- Tracking DHCP Leases Design
This is a draft document and we are actively working on it. It is subject to significant changes.
Tracking DHCP Leases Design
Users would like to use Stork for monitoring DHCP leases assigned to the clients by different Kea servers. They would like to see to which clients the leases are assigned, troubleshoot issues with particular leases, search for leases belonging to a given client, and many more. Leases are in the center of interest for a DHCP server operator because a DHCP server's dominant role is to assign them. Failures in lease assignments cause network subscribers to be out of service. An operator needs to resume the service for them as quickly as possible, and it gets harder in large networks with many subnets and many leases. Stork should provide tools to isolate issues with the lease allocations, e.g. search a culprit lease, browse lease information, check who uses the lease and when it expires. Specific use cases are described in detail in further sections.
A lease database may grow very large even for a single DHCP server. The lease database sizes range from hundreds to millions of leases. Kea servers provide an API to perform lease queries. Using this API directly is often convenient when looking for some existing information, e.g. finding a specific lease or finding all leases from a selected subnet. The use of the API also has the advantage that the Kea servers return the up-to-date lease information. However, excessive use of the API commands may impact the Kea server operation when generating large responses. For example, dumping all leases periodically via the API can significantly increase memory consumption. In some cases, it may also impact the DHCP server's performance due to SQL tables locking or pausing the DHCP operation while the server is processing a command in the single-threaded mode. Finally, some information is not directly available in the lease database and may only be produced during an analysis of lease allocations over time and, possibly, a correlation of the leases with some other data. The Kea API is not useful in these cases.

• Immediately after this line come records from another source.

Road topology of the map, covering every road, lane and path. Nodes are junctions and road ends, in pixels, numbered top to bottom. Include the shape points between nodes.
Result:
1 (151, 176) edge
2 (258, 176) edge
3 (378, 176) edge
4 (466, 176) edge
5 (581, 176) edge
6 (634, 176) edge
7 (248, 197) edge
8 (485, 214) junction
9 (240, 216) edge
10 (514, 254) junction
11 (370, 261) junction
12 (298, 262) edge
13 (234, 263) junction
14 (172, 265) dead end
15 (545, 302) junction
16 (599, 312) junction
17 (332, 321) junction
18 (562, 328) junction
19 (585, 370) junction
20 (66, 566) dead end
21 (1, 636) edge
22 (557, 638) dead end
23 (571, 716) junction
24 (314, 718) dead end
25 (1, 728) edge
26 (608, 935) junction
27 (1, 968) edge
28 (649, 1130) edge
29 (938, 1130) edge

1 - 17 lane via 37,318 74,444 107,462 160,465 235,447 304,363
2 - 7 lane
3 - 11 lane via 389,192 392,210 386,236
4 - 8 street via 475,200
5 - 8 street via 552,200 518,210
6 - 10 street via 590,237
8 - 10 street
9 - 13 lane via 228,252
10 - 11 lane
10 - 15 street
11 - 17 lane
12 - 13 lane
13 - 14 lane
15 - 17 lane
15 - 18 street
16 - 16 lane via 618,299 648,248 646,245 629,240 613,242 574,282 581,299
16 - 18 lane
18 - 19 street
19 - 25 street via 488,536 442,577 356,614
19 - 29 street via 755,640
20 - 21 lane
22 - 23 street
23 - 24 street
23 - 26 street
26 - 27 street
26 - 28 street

Gathering lease information from Kea during allocations makes it available for processing outside of Kea, depending on the needs. It reduces the load on the Kea servers that no longer have to process the commands, avoids costly conversions to JSON, and provides flexibility in how and where to process the data. However, gathering the lease information puts a constant load on the Kea servers to output the lease information. Also, it requires Stork to process a potentially large amount of data periodically, which may significantly impact Stork's performance.
In large deployments, an administrator may need to find a compromise between the amount of collected data and the selection of utilities available in Stork. It should be fully configurable.

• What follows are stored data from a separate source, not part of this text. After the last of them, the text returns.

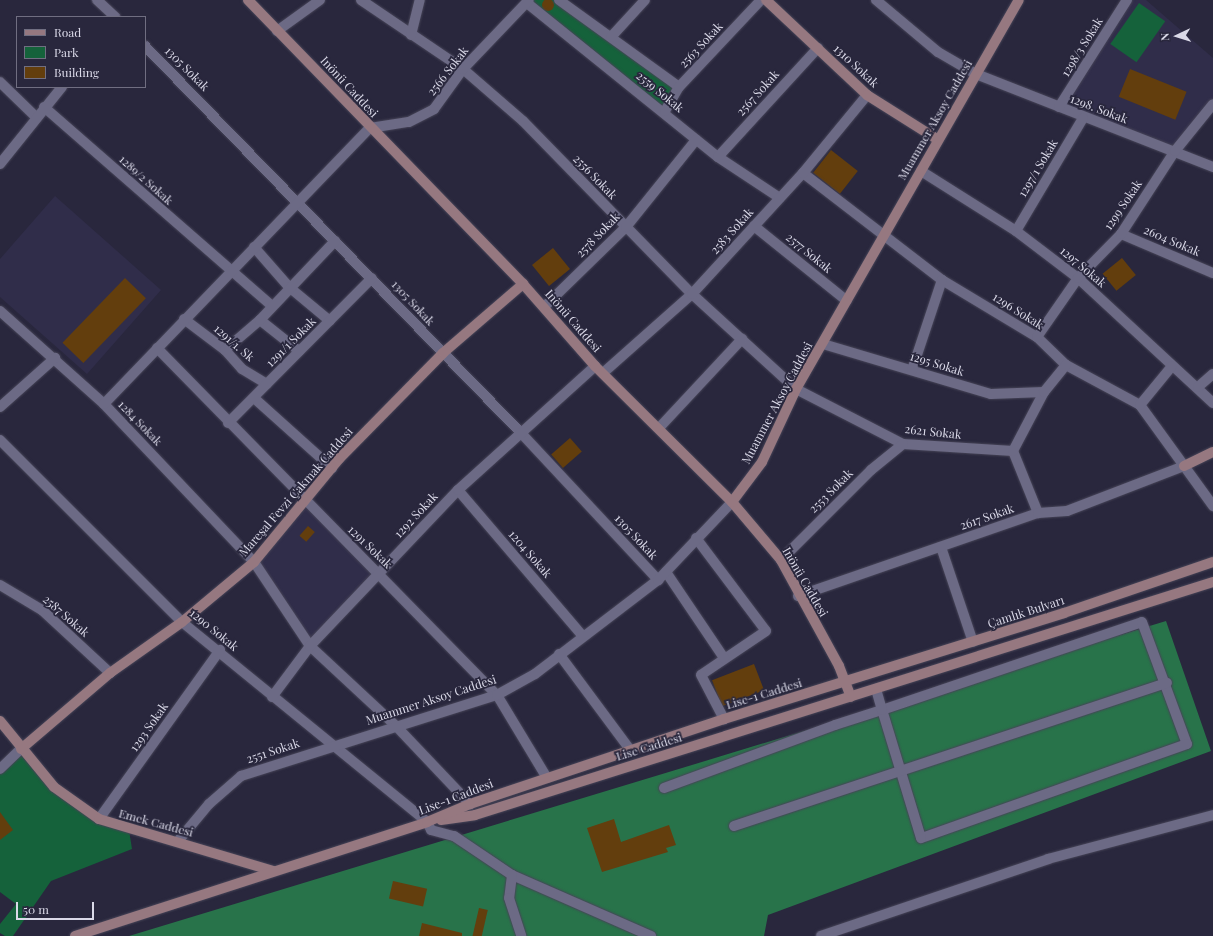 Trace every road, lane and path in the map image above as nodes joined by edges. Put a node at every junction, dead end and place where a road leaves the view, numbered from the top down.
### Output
1 (97, 0) edge
2 (248, 0) edge
3 (320, 0) edge
4 (361, 0) edge
5 (420, 0) edge
6 (558, 0) edge
7 (645, 0) edge
8 (761, 0) edge
9 (766, 0) edge
10 (876, 0) edge
11 (1019, 0) edge
12 (1127, 0) edge
13 (528, 1) edge
14 (114, 16) edge
15 (277, 31) junction
16 (411, 35) junction
17 (611, 37) junction
18 (146, 47) edge
19 (818, 48) junction
20 (463, 69) junction
21 (976, 74) junction
22 (0, 82) edge
23 (679, 87) junction
24 (61, 88) edge
25 (867, 95) junction
26 (1213, 104) edge
27 (44, 107) junction
28 (1059, 107) junction
29 (665, 111) junction
30 (36, 117) junction
31 (1083, 118) junction
32 (370, 128) junction
33 (937, 139) junction
34 (696, 140) junction
35 (1175, 151) junction
36 (718, 157) junction
37 (0, 164) edge
38 (1213, 167) edge
39 (921, 171) junction
40 (803, 173) junction
41 (780, 198) junction
42 (297, 204) junction
43 (754, 226) junction
44 (626, 227) junction
45 (1016, 231) junction
46 (1121, 234) junction
47 (882, 237) junction
48 (335, 241) junction
49 (254, 247) junction
50 (230, 272) junction
51 (1213, 273) edge
52 (372, 278) junction
53 (1078, 278) junction
54 (942, 280) junction
55 (523, 284) junction
56 (289, 287) junction
57 (692, 294) junction
58 (847, 301) junction
59 (272, 306) junction
60 (544, 308) junction
61 (0, 311) edge
62 (184, 320) junction
63 (260, 320) junction
64 (330, 321) junction
65 (1037, 337) junction
66 (742, 340) junction
67 (823, 344) junction
68 (157, 348) junction
69 (226, 350) junction
70 (299, 351) junction
71 (442, 353) junction
72 (55, 358) junction
73 (1066, 365) junction
74 (595, 366) junction
75 (1172, 366) junction
76 (912, 370) junction
77 (603, 373) junction
78 (1213, 374) edge
79 (267, 384) junction
80 (1198, 387) junction
81 (796, 389) junction
82 (1044, 392) junction
83 (254, 398) junction
84 (1213, 403) edge
85 (104, 404) junction
86 (1140, 405) junction
87 (0, 407) edge
88 (228, 423) junction
89 (659, 428) junction
90 (522, 434) junction
91 (0, 440) edge
92 (903, 444) junction
93 (1013, 451) junction
94 (1213, 452) edge
95 (1184, 466) junction
96 (332, 468) junction
97 (458, 490) junction
98 (304, 501) junction
99 (732, 502) junction
100 (1213, 506) edge
101 (1038, 513) junction
102 (696, 538) junction
103 (941, 547) junction
104 (781, 560) junction
105 (254, 562) junction
106 (1213, 562) edge
107 (666, 572) junction
108 (379, 574) junction
109 (658, 580) junction
110 (1213, 582) edge
111 (0, 585) edge
112 (798, 596) junction
113 (182, 622) junction
114 (582, 635) junction
115 (973, 642) junction
116 (310, 646) junction
117 (220, 650) junction
118 (559, 654) junction
119 (724, 658) junction
120 (110, 673) junction
121 (1167, 682) junction
122 (846, 683) junction
123 (876, 689) junction
124 (497, 695) junction
125 (272, 697) junction
126 (851, 697) junction
127 (882, 710) junction
128 (724, 719) junction
129 (0, 721) edge
130 (396, 726) junction
131 (330, 746) junction
132 (21, 749) junction
133 (631, 752) junction
134 (0, 769) edge
135 (900, 770) junction
136 (546, 778) junction
137 (664, 788) dead end
138 (470, 804) junction
139 (1213, 815) edge
140 (98, 819) junction
141 (427, 822) junction
142 (734, 826) dead end
143 (179, 840) junction
144 (244, 864) junction
145 (273, 871) junction
146 (512, 875) junction
147 (243, 881) junction
148 (75, 936) edge
149 (521, 936) edge
150 (651, 936) edge
151 (822, 936) edge

1 - 14 street
2 - 15 street, Inönü Caddesi
3 - 15 street
4 - 16 street, 2556 Sokak
5 - 16 street
6 - 17 street, 2559 Sokak
7 - 17 street
8 - 23 street, 2563 Sokak
9 - 19 street, 1310 Sokak
10 - 21 street, 1298. Sokak
11 - 21 street, Muammer Aksoy Caddesi
12 - 28 street, 1298/3 Sokak
13 - 20 street, 2566 Sokak
13 - 29 street, 2559 Sokak
15 - 32 street, Inönü Caddesi
16 - 20 street, 2556 Sokak
17 - 23 street, 2559 Sokak
18 - 42 street, 1305 Sokak
19 - 25 street, 1310 Sokak
19 - 36 street, 2567 Sokak
20 - 32 street, 2566 Sokak
20 - 44 street, 2556 Sokak
21 - 28 street, 1298. Sokak
21 - 33 street, Muammer Aksoy Caddesi
22 - 30 street
23 - 29 street, 2563 Sokak
24 - 27 street
25 - 33 street, 1310 Sokak
25 - 40 street, 2583 Sokak
26 - 35 street, 1299 Sokak
27 - 30 street
27 - 50 street, 1289/2 Sokak
28 - 31 street, 1298. Sokak
29 - 34 street, 2559 Sokak
30 - 37 street
31 - 35 street, 1298. Sokak
31 - 45 street, 1297/1 Sokak
32 - 42 street
32 - 55 street, Inönü Caddesi
33 - 39 street, Muammer Aksoy Caddesi
34 - 36 street, 2559 Sokak
34 - 44 street, 2578 Sokak
35 - 38 street, 1298. Sokak
35 - 46 street, 1299 Sokak
36 - 41 street, 2559 Sokak
39 - 45 street, 1297 Sokak
39 - 47 street, Muammer Aksoy Caddesi
40 - 41 street, 2583 Sokak
40 - 47 street, 1296 Sokak
41 - 43 street, 2583 Sokak
42 - 48 street, 1305 Sokak
42 - 49 street
43 - 57 street, 2583 Sokak
43 - 58 street, 2577 Sokak
44 - 57 street, 2556 Sokak
44 - 60 street, 2578 Sokak
45 - 53 street, 1297 Sokak
46 - 51 street, 2604 Sokak
46 - 53 street, 1299 Sokak
47 - 54 street, 1296 Sokak
47 - 58 street, Muammer Aksoy Caddesi
48 - 52 street, 1305 Sokak
48 - 56 street
49 - 50 street
49 - 56 street
50 - 59 street, 1289/2 Sokak
50 - 62 street
52 - 64 street, 1291/1 Sokak
52 - 71 street, 1305 Sokak
53 - 65 street, 1299 Sokak
53 - 75 street, 1297 Sokak
54 - 65 street, 1296 Sokak
54 - 76 street
55 - 60 street, Inönü Caddesi
55 - 71 street, Mareşal Fevzi Çakmak Caddesi
56 - 59 street
56 - 64 street
57 - 66 street, 2556 Sokak
57 - 77 street, 2583 Sokak
58 - 67 street, Muammer Aksoy Caddesi
59 - 63 street
60 - 74 street, Inönü Caddesi
61 - 72 street, 1284 Sokak
62 - 68 street
62 - 69 street, 1291/1. Sk
63 - 69 street
63 - 70 street
64 - 70 street, 1291/1 Sokak
65 - 73 street, 1296 Sokak
66 - 81 street, 2556 Sokak
66 - 89 street
67 - 76 street, 1295 Sokak
67 - 81 street, Muammer Aksoy Caddesi
68 - 85 street
68 - 88 street, 1291 Sokak
69 - 79 street, 1291/1. Sk
70 - 79 street, 1291/1 Sokak
71 - 90 street, 1305 Sokak
71 - 96 street, Mareşal Fevzi Çakmak Caddesi
72 - 85 street, 1284 Sokak
72 - 87 street
73 - 82 street
73 - 86 street, 1296 Sokak
74 - 77 street, Inönü Caddesi
74 - 90 street, 1292 Sokak
75 - 80 street, 1297 Sokak
75 - 86 street
76 - 82 street, 1295 Sokak
77 - 89 street, Inönü Caddesi
78 - 80 street
79 - 83 street, 1291/1 Sokak
80 - 84 street, 1297 Sokak
81 - 92 street, 2621 Sokak
81 - 99 street, Muammer Aksoy Caddesi
82 - 93 street
83 - 88 street, 1291/1 Sokak
83 - 96 street
85 - 105 street, 1284 Sokak
86 - 95 street, 1296 Sokak
88 - 98 street, 1291 Sokak
89 - 99 street, Inönü Caddesi
90 - 97 street, 1292 Sokak
90 - 109 street, 1305 Sokak
91 - 113 street, 1290 Sokak
92 - 93 street, 2621 Sokak
92 - 104 street, 2553 Sokak
93 - 101 street
94 - 95 street
95 - 100 street, 1296 Sokak
95 - 101 street, 2617 Sokak
96 - 98 street, Mareşal Fevzi Çakmak Caddesi
97 - 108 street, 1292 Sokak
97 - 114 street, 1204 Sokak
98 - 105 street, Mareşal Fevzi Çakmak Caddesi
98 - 108 street, 1291 Sokak
99 - 102 street, Muammer Aksoy Caddesi
99 - 104 street, Inönü Caddesi
101 - 103 street, 2617 Sokak
102 - 107 street, Muammer Aksoy Caddesi
102 - 119 street
103 - 112 street, 2617 Sokak
103 - 115 street
104 - 112 street, Inönü Caddesi
105 - 113 street, Mareşal Fevzi Çakmak Caddesi
105 - 116 street, 1284 Sokak
106 - 115 street, Çamlık Bulvarı
107 - 109 street, Muammer Aksoy Caddesi
107 - 119 street, 1305 Sokak
108 - 116 street, 1292 Sokak
108 - 124 street, 1291 Sokak
109 - 114 street, Muammer Aksoy Caddesi
110 - 123 street
111 - 120 street, 2587 Sokak
112 - 122 street, Inönü Caddesi
113 - 117 street, 1290 Sokak
113 - 120 street, Mareşal Fevzi Çakmak Caddesi
114 - 118 street, Muammer Aksoy Caddesi
115 - 122 street, Çamlık Bulvarı
116 - 125 street, 1292 Sokak
116 - 130 street, 1284 Sokak
117 - 125 street, 1290 Sokak
117 - 140 street, 1293 Sokak
118 - 124 street, Muammer Aksoy Caddesi
118 - 133 street
119 - 128 street
120 - 132 street, Mareşal Fevzi Çakmak Caddesi
121 - 127 street
121 - 135 street
121 - 135 street
122 - 126 street, Inönü Caddesi
122 - 128 street, Lise-1 Caddesi
123 - 126 street, Lise Caddesi
123 - 127 street
124 - 130 street, Muammer Aksoy Caddesi
124 - 136 street, 1291 Sokak
125 - 131 street, 1290 Sokak
126 - 141 street, Lise Caddesi
127 - 135 street
127 - 137 street
128 - 133 street, Lise-1 Caddesi
129 - 132 street, Emek Caddesi
130 - 131 street, Muammer Aksoy Caddesi
130 - 138 street, 1284 Sokak
131 - 141 street, 1290 Sokak
131 - 143 street, 2551 Sokak
132 - 134 street
132 - 140 street, Emek Caddesi
133 - 136 street, Lise-1 Caddesi
135 - 142 street
136 - 138 street, Lise-1 Caddesi
138 - 141 street, Lise-1 Caddesi
139 - 151 street
140 - 143 street, Emek Caddesi
141 - 145 street, Lise-1 Caddesi
141 - 146 street, 1290 Sokak
143 - 144 street, Emek Caddesi
144 - 145 street, Emek Caddesi
144 - 147 street
145 - 147 street, Lise-1 Caddesi
146 - 149 street
146 - 150 street, 1290 Sokak
147 - 148 street, Lise-1 Caddesi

This section lists different use cases for gathering and analyzing the lease information from the Kea servers that appeared in various conversations so far.
Network Bird Eye View - An administrator wants to see a graphical view of all lease allocations in the monitored network. The address space is divided into boxes representing 1-16 IP addresses depending on the subnet size. The box color intensity represents address utilization for the given range of addresses.
Client's Lease State - An administrator would like to see what is happening with a given client's lease. He would typically like to see the complete information about the allocated lease.
Client's Lease History - An administrator may want to know a history of the client's lease allocations or allocation attempts in some cases.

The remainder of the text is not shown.